Search code examples
pythonflaskpython-newspaper

Python Flask app returns different (crawled) string than python directly


I have found a weird thing within a Flask app I am working on. The Flask API is meant to receive a news article url, crawl it (useing newspaper library) and predict a category for the crawled text.

However, wehn I run the Crawler directly in Python (Spyder) it returns the Article text, as expected.

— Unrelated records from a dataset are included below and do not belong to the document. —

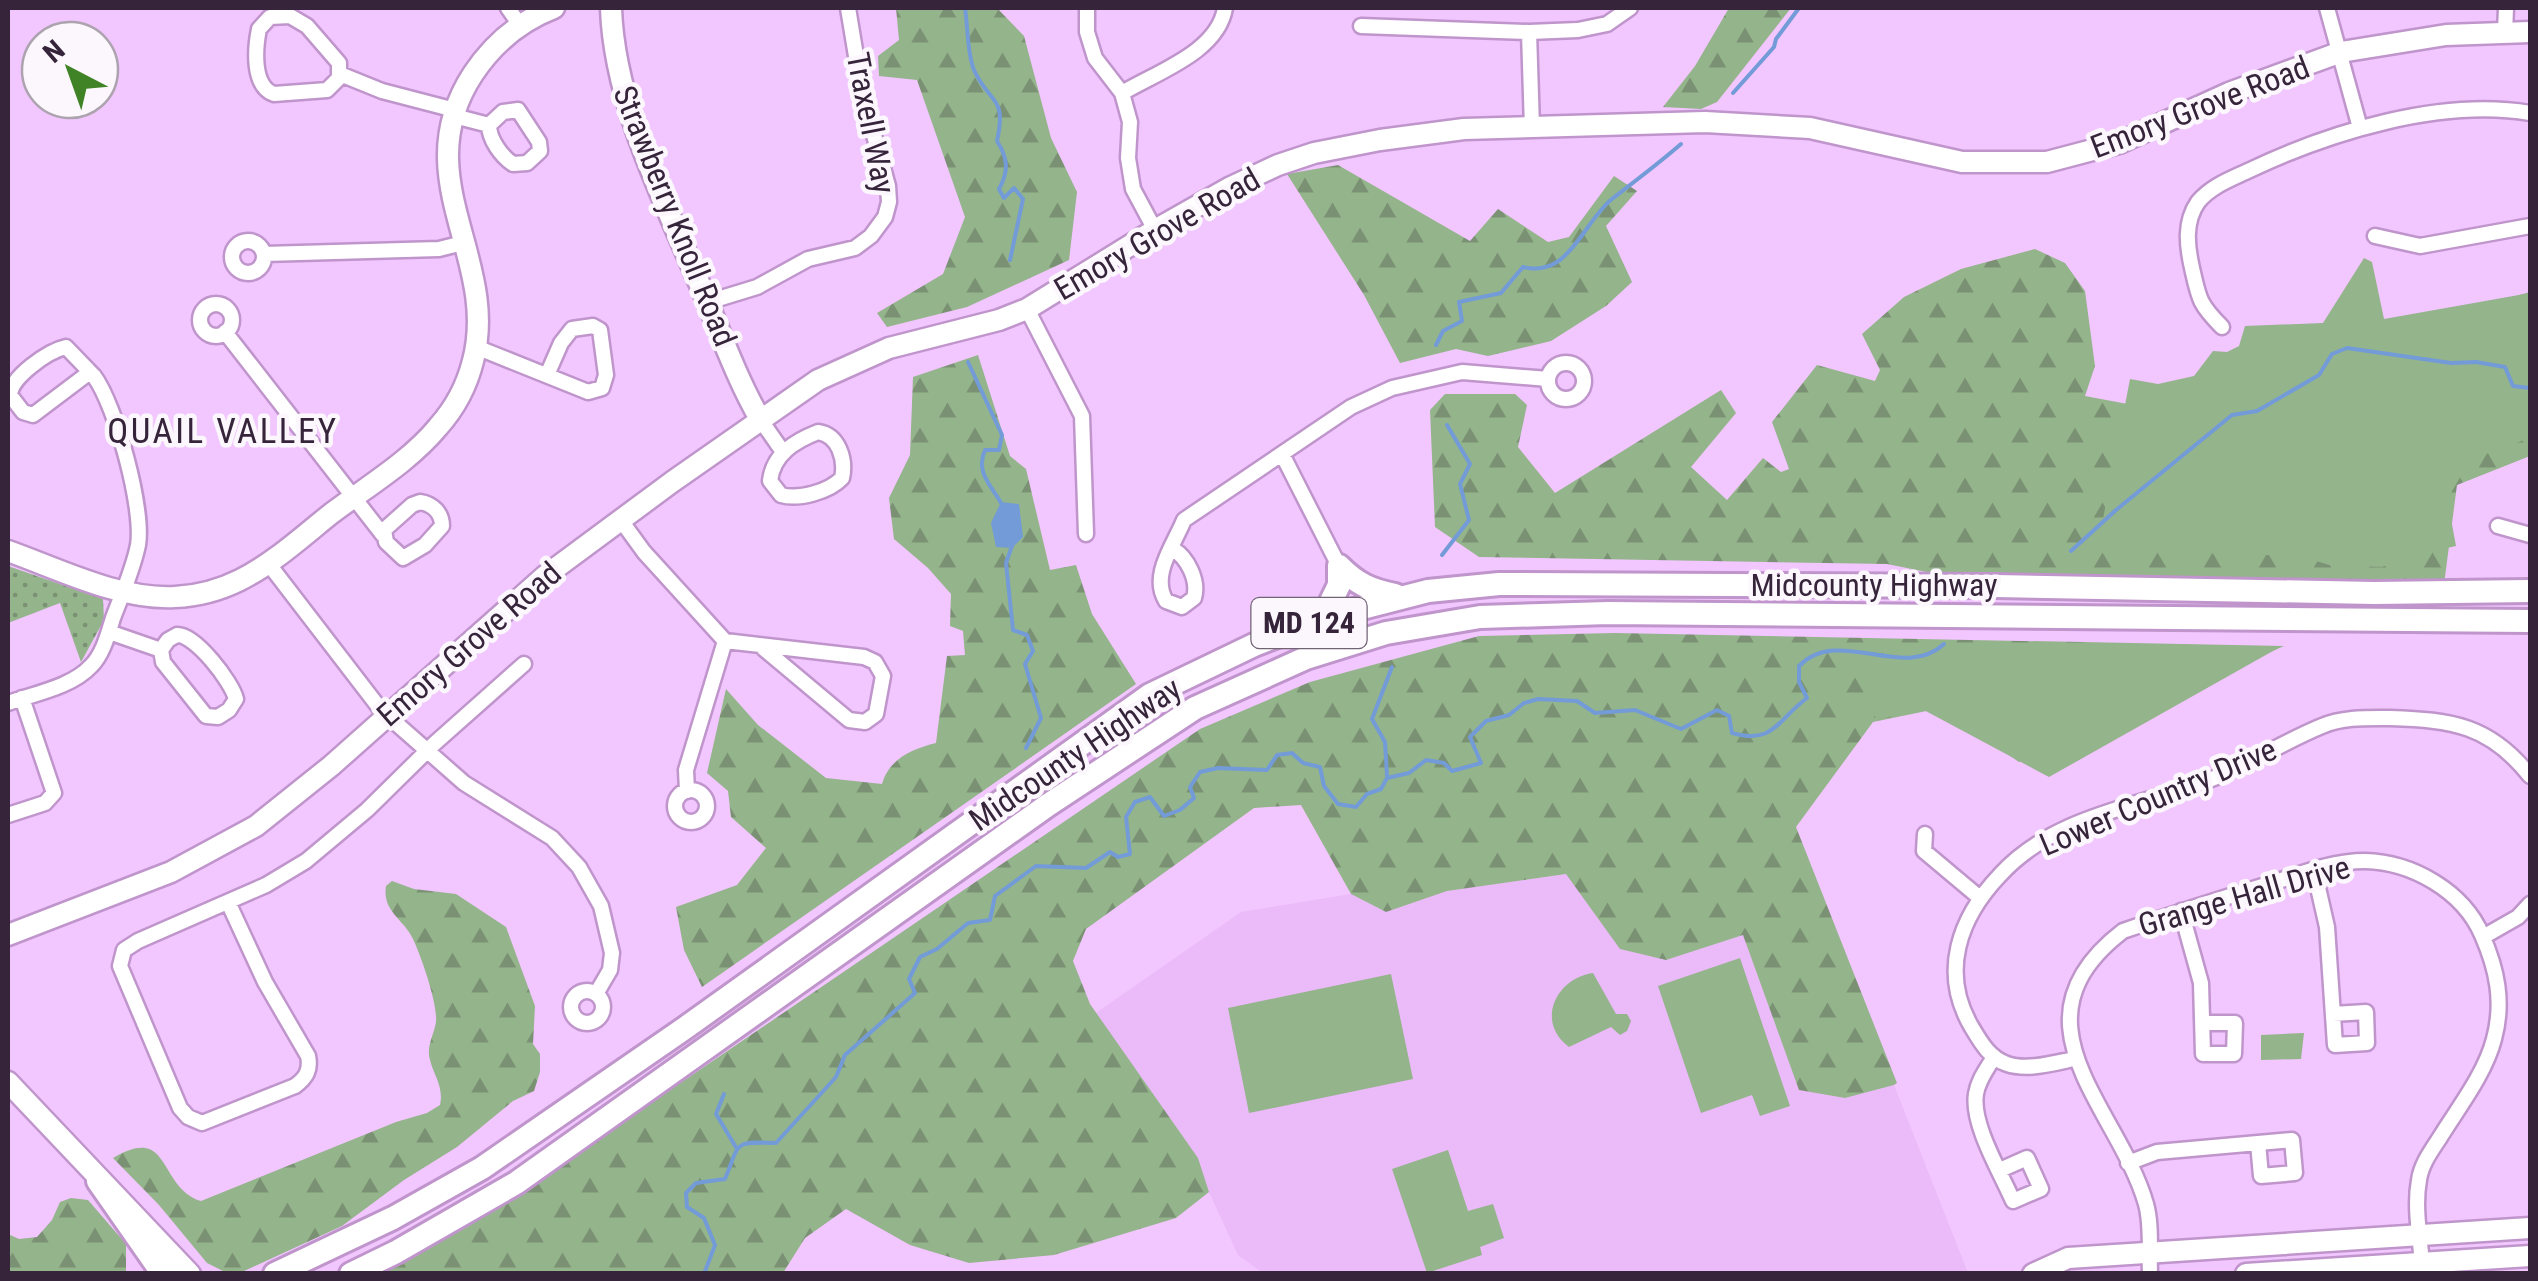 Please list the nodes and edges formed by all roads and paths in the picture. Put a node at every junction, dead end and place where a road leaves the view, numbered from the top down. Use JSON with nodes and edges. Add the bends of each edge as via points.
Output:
{"nodes":[{"id":1,"x":554,"y":8,"type":"edge"},
{"id":2,"x":611,"y":8,"type":"edge"},
{"id":3,"x":848,"y":8,"type":"edge"},
{"id":4,"x":1087,"y":8,"type":"edge"},
{"id":5,"x":1225,"y":8,"type":"edge"},
{"id":6,"x":1630,"y":8,"type":"edge"},
{"id":7,"x":2327,"y":8,"type":"edge"},
{"id":8,"x":2506,"y":8,"type":"edge"},
{"id":9,"x":514,"y":16,"type":"edge"},
{"id":10,"x":1361,"y":26,"type":"dead end"},
{"id":11,"x":1529,"y":32,"type":"junction"},
{"id":12,"x":2505,"y":32,"type":"junction"},
{"id":13,"x":2530,"y":32,"type":"edge"},
{"id":14,"x":2341,"y":52,"type":"junction"},
{"id":15,"x":340,"y":74,"type":"junction"},
{"id":16,"x":1122,"y":93,"type":"junction"},
{"id":17,"x":2530,"y":112,"type":"edge"},
{"id":18,"x":454,"y":113,"type":"junction"},
{"id":19,"x":489,"y":126,"type":"dead end"},
{"id":20,"x":1532,"y":128,"type":"junction"},
{"id":21,"x":2360,"y":128,"type":"junction"},
{"id":22,"x":2530,"y":226,"type":"edge"},
{"id":23,"x":1155,"y":230,"type":"junction"},
{"id":24,"x":2375,"y":236,"type":"dead end"},
{"id":25,"x":463,"y":243,"type":"junction"},
{"id":26,"x":264,"y":254,"type":"dead end"},
{"id":27,"x":708,"y":302,"type":"junction"},
{"id":28,"x":1027,"y":309,"type":"junction"},
{"id":29,"x":2222,"y":327,"type":"dead end"},
{"id":30,"x":225,"y":332,"type":"dead end"},
{"id":31,"x":476,"y":346,"type":"junction"},
{"id":32,"x":90,"y":372,"type":"junction"},
{"id":33,"x":547,"y":375,"type":"junction"},
{"id":34,"x":1548,"y":378,"type":"dead end"},
{"id":35,"x":760,"y":419,"type":"junction"},
{"id":36,"x":783,"y":452,"type":"junction"},
{"id":37,"x":1282,"y":454,"type":"junction"},
{"id":38,"x":353,"y":498,"type":"junction"},
{"id":39,"x":620,"y":519,"type":"junction"},
{"id":40,"x":2498,"y":526,"type":"dead end"},
{"id":41,"x":1086,"y":534,"type":"dead end"},
{"id":42,"x":383,"y":535,"type":"dead end"},
{"id":43,"x":2530,"y":535,"type":"edge"},
{"id":44,"x":1173,"y":549,"type":"dead end"},
{"id":45,"x":8,"y":551,"type":"edge"},
{"id":46,"x":268,"y":563,"type":"junction"},
{"id":47,"x":1339,"y":566,"type":"junction"},
{"id":48,"x":122,"y":590,"type":"junction"},
{"id":49,"x":2530,"y":591,"type":"edge"},
{"id":50,"x":1404,"y":596,"type":"junction"},
{"id":51,"x":1323,"y":618,"type":"junction"},
{"id":52,"x":2530,"y":621,"type":"edge"},
{"id":53,"x":108,"y":632,"type":"junction"},
{"id":54,"x":725,"y":641,"type":"junction"},
{"id":55,"x":763,"y":648,"type":"junction"},
{"id":56,"x":161,"y":650,"type":"junction"},
{"id":57,"x":524,"y":664,"type":"dead end"},
{"id":58,"x":15,"y":701,"type":"edge"},
{"id":59,"x":388,"y":716,"type":"junction"},
{"id":60,"x":427,"y":752,"type":"junction"},
{"id":61,"x":2530,"y":776,"type":"edge"},
{"id":62,"x":687,"y":791,"type":"dead end"},
{"id":63,"x":8,"y":815,"type":"edge"},
{"id":64,"x":1925,"y":834,"type":"dead end"},
{"id":65,"x":2314,"y":870,"type":"junction"},
{"id":66,"x":1980,"y":898,"type":"junction"},
{"id":67,"x":228,"y":902,"type":"junction"},
{"id":68,"x":2530,"y":904,"type":"edge"},
{"id":69,"x":2181,"y":911,"type":"junction"},
{"id":70,"x":8,"y":936,"type":"edge"},
{"id":71,"x":2483,"y":937,"type":"junction"},
{"id":72,"x":596,"y":994,"type":"dead end"},
{"id":73,"x":2333,"y":1014,"type":"dead end"},
{"id":74,"x":2203,"y":1023,"type":"dead end"},
{"id":75,"x":1994,"y":1058,"type":"junction"},
{"id":76,"x":2074,"y":1059,"type":"junction"},
{"id":77,"x":8,"y":1082,"type":"edge"},
{"id":78,"x":2258,"y":1143,"type":"dead end"},
{"id":79,"x":2128,"y":1163,"type":"junction"},
{"id":80,"x":2000,"y":1170,"type":"dead end"},
{"id":81,"x":98,"y":1181,"type":"junction"},
{"id":82,"x":2530,"y":1228,"type":"edge"},
{"id":83,"x":2420,"y":1237,"type":"junction"},
{"id":84,"x":2149,"y":1252,"type":"junction"},
{"id":85,"x":2530,"y":1256,"type":"edge"},
{"id":86,"x":2422,"y":1264,"type":"junction"},
{"id":87,"x":163,"y":1274,"type":"edge"},
{"id":88,"x":190,"y":1274,"type":"edge"},
{"id":89,"x":274,"y":1274,"type":"edge"},
{"id":90,"x":351,"y":1274,"type":"edge"},
{"id":91,"x":2033,"y":1274,"type":"edge"},
{"id":92,"x":2150,"y":1274,"type":"edge"},
{"id":93,"x":2246,"y":1274,"type":"edge"}],
"edges":[{"from":1,"to":9,"type":"street"},
{"from":2,"to":27,"type":"street","name":"Strawberry Knoll Road","via":[[624,96]]},
{"from":3,"to":27,"type":"street","name":"Traxell Way","via":[[888,186],[884,217],[855,248],[808,259]]},
{"from":4,"to":16,"type":"street","via":[[1095,58]]},
{"from":5,"to":16,"type":"street","via":[[1203,46]]},
{"from":6,"to":11,"type":"street","via":[[1608,24]]},
{"from":7,"to":14,"type":"street"},
{"from":8,"to":12,"type":"street"},
{"from":9,"to":18,"type":"street"},
{"from":10,"to":11,"type":"street"},
{"from":11,"to":20,"type":"street"},
{"from":12,"to":13,"type":"street","name":"Emory Grove Road"},
{"from":12,"to":14,"type":"street","name":"Emory Grove Road"},
{"from":14,"to":20,"type":"street","name":"Emory Grove Road","via":[[2119,143],[2047,162],[1962,162],[1760,123]]},
{"from":14,"to":21,"type":"street"},
{"from":15,"to":15,"type":"street","via":[[322,92],[268,92],[258,78],[262,24],[272,17],[299,19],[336,58]]},
{"from":15,"to":18,"type":"street"},
{"from":16,"to":23,"type":"street","via":[[1133,189]]},
{"from":17,"to":21,"type":"street","via":[[2478,110]]},
{"from":18,"to":19,"type":"street"},
{"from":18,"to":25,"type":"street","via":[[448,172]]},
{"from":20,"to":23,"type":"street","name":"Emory Grove Road","via":[[1464,128],[1314,153],[1231,187]]},
{"from":21,"to":29,"type":"street","via":[[2270,160],[2214,187],[2197,204],[2187,228],[2189,254],[2201,306]]},
{"from":22,"to":24,"type":"street","via":[[2420,246]]},
{"from":23,"to":28,"type":"street","name":"Emory Grove Road"},
{"from":25,"to":26,"type":"street","via":[[439,250]]},
{"from":25,"to":31,"type":"street","via":[[477,296]]},
{"from":27,"to":35,"type":"street","name":"Strawberry Knoll Road"},
{"from":28,"to":35,"type":"street","name":"Emory Grove Road","via":[[854,361]]},
{"from":28,"to":41,"type":"street","via":[[1082,416]]},
{"from":30,"to":38,"type":"street"},
{"from":31,"to":33,"type":"street"},
{"from":31,"to":38,"type":"street","via":[[464,387],[439,426]]},
{"from":32,"to":32,"type":"street","via":[[70,348],[60,348],[12,384],[10,395],[33,415]]},
{"from":32,"to":48,"type":"street","via":[[114,413],[138,522],[138,547]]},
{"from":33,"to":33,"type":"street","via":[[588,392],[602,388],[600,330],[572,330]]},
{"from":34,"to":37,"type":"street","via":[[1462,372],[1418,380],[1351,407]]},
{"from":35,"to":36,"type":"street"},
{"from":35,"to":39,"type":"street","name":"Emory Grove Road"},
{"from":36,"to":36,"type":"street","via":[[770,478],[785,497],[833,487],[843,477],[838,446],[828,434],[814,434]]},
{"from":37,"to":44,"type":"street","via":[[1188,516]]},
{"from":37,"to":47,"type":"street"},
{"from":38,"to":42,"type":"street"},
{"from":38,"to":46,"type":"street"},
{"from":39,"to":54,"type":"street"},
{"from":39,"to":59,"type":"street","name":"Emory Grove Road","via":[[537,582]]},
{"from":40,"to":43,"type":"street"},
{"from":45,"to":48,"type":"street"},
{"from":46,"to":48,"type":"street","via":[[190,596]]},
{"from":46,"to":59,"type":"street"},
{"from":47,"to":50,"type":"main road","via":[[1370,590]]},
{"from":47,"to":51,"type":"main road","via":[[1339,585]]},
{"from":48,"to":53,"type":"street"},
{"from":49,"to":50,"type":"main road","name":"Midcounty Highway","number":"MD 124","via":[[1499,584]]},
{"from":50,"to":51,"type":"main road","name":"Midcounty Highway","number":"MD 124"},
{"from":51,"to":89,"type":"main road","name":"Midcounty Highway","number":"MD 124","via":[[1150,696],[482,1168]]},
{"from":52,"to":90,"type":"main road","name":"Midcounty Highway","number":"MD 124","via":[[1608,613],[1480,617],[1386,633],[1306,658],[1195,708],[1048,804],[516,1183]]},
{"from":53,"to":56,"type":"street"},
{"from":53,"to":58,"type":"street","via":[[84,673]]},
{"from":54,"to":55,"type":"street"},
{"from":54,"to":62,"type":"street","via":[[686,770]]},
{"from":55,"to":55,"type":"street","via":[[869,658],[883,674],[878,710],[866,722],[850,720]]},
{"from":56,"to":56,"type":"street","via":[[205,715],[218,717],[233,706],[232,688],[192,638],[172,637]]},
{"from":57,"to":60,"type":"street","name":"Emory Grove Road"},
{"from":58,"to":63,"type":"street","via":[[54,791],[45,803]]},
{"from":59,"to":60,"type":"street"},
{"from":59,"to":70,"type":"street","name":"Emory Grove Road","via":[[231,841]]},
{"from":60,"to":67,"type":"street","name":"Emory Grove Road","via":[[330,844]]},
{"from":60,"to":72,"type":"street","via":[[476,792],[552,838],[579,867],[601,906],[612,953]]},
{"from":61,"to":66,"type":"street","name":"Lower Country Drive","via":[[2514,756],[2462,724],[2359,718],[2326,724],[2202,783],[2063,829],[2002,872]]},
{"from":64,"to":66,"type":"street","via":[[1924,850]]},
{"from":65,"to":69,"type":"street","name":"Grange Hall Drive"},
{"from":65,"to":71,"type":"street","name":"Grange Hall Drive","via":[[2365,861],[2416,872],[2458,900]]},
{"from":65,"to":73,"type":"street","via":[[2327,927]]},
{"from":66,"to":75,"type":"street","name":"Lower Country Drive","via":[[1962,928],[1954,981],[1965,1015]]},
{"from":67,"to":67,"type":"street","name":"Emory Grove Road","via":[[131,944],[121,956],[180,1108],[207,1123],[295,1086],[307,1074],[308,1058]]},
{"from":68,"to":71,"type":"street"},
{"from":69,"to":74,"type":"street","via":[[2201,983]]},
{"from":69,"to":76,"type":"street","name":"Grange Hall Drive","via":[[2123,931],[2090,962],[2071,1007]]},
{"from":71,"to":83,"type":"street","name":"Grange Hall Drive","via":[[2500,996],[2494,1039],[2419,1176]]},
{"from":75,"to":76,"type":"street","via":[[2024,1066]]},
{"from":75,"to":80,"type":"street","via":[[1975,1108]]},
{"from":76,"to":79,"type":"street","name":"Grange Hall Drive"},
{"from":77,"to":81,"type":"street"},
{"from":78,"to":79,"type":"street","via":[[2157,1152]]},
{"from":79,"to":84,"type":"street","name":"Grange Hall Drive","via":[[2147,1206]]},
{"from":81,"to":87,"type":"main road"},
{"from":81,"to":88,"type":"street"},
{"from":82,"to":83,"type":"street"},
{"from":83,"to":84,"type":"street"},
{"from":83,"to":86,"type":"street","name":"Grange Hall Drive"},
{"from":84,"to":91,"type":"street","via":[[2068,1258]]},
{"from":84,"to":92,"type":"street","name":"Grange Hall Drive"},
{"from":85,"to":86,"type":"street"},
{"from":86,"to":93,"type":"street"}]}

from newspaper import Article

url='https://www.dev-insider.de/index.cfm?pid=15010&pk=676039'
article = Article(str(url) , browser_user_agent = 'Chrome', http_success_only=False)
article.download()
article.parse()
print(article.text)

This works like a charm. If I now run that same piece of code within the Flask App, it yields some other string that belongs to the Navigation of the Crawled url:

from flask import Flask
from newspaper import Article
from flask import request

app = Flask(__name__)
app.config['JSON_AS_ASCII'] = False
app.config['MAX_CONTENT_LENGTH'] = 1000000

#url='https://www.dev-insider.de/index.cfm?pid=15010&pk=676039'
@app.route('/test')
def bla():
    url = request.args.get('url')    
    article = Article(str(url) , browser_user_agent = 'Chrome', http_success_only=False)
    article.download()
    article.parse()
    text_raw = article.text
    return text_raw

if __name__ == '__main__':
    app.run(host='0.0.0.0', port=5000)

Basically the first snippet returns the complete article text, while the secon snippet returns:

Sie befinden sich hier: DevOps > Configuration-Management Sie sind noch nicht angemeldet Login | Registrierung | Newsletter

I hope I made the problem clear enough. Let me know if otherwise.

Any Ideas whats going on?


Solution

  • If you are passing the url as a query string you need to make sure that the url is properly encoded and in your code decoded again. That means you'd call the app with:

    http://localhost/test?=https%3A%2F%2Fwww.dev-insider.de%2Findex.cfm%3Fpid%3D15010%26pk%3D676039
    

    as far as I know flask already decodes query strings for you so it should be fine and you wouldn't need to decode yourself.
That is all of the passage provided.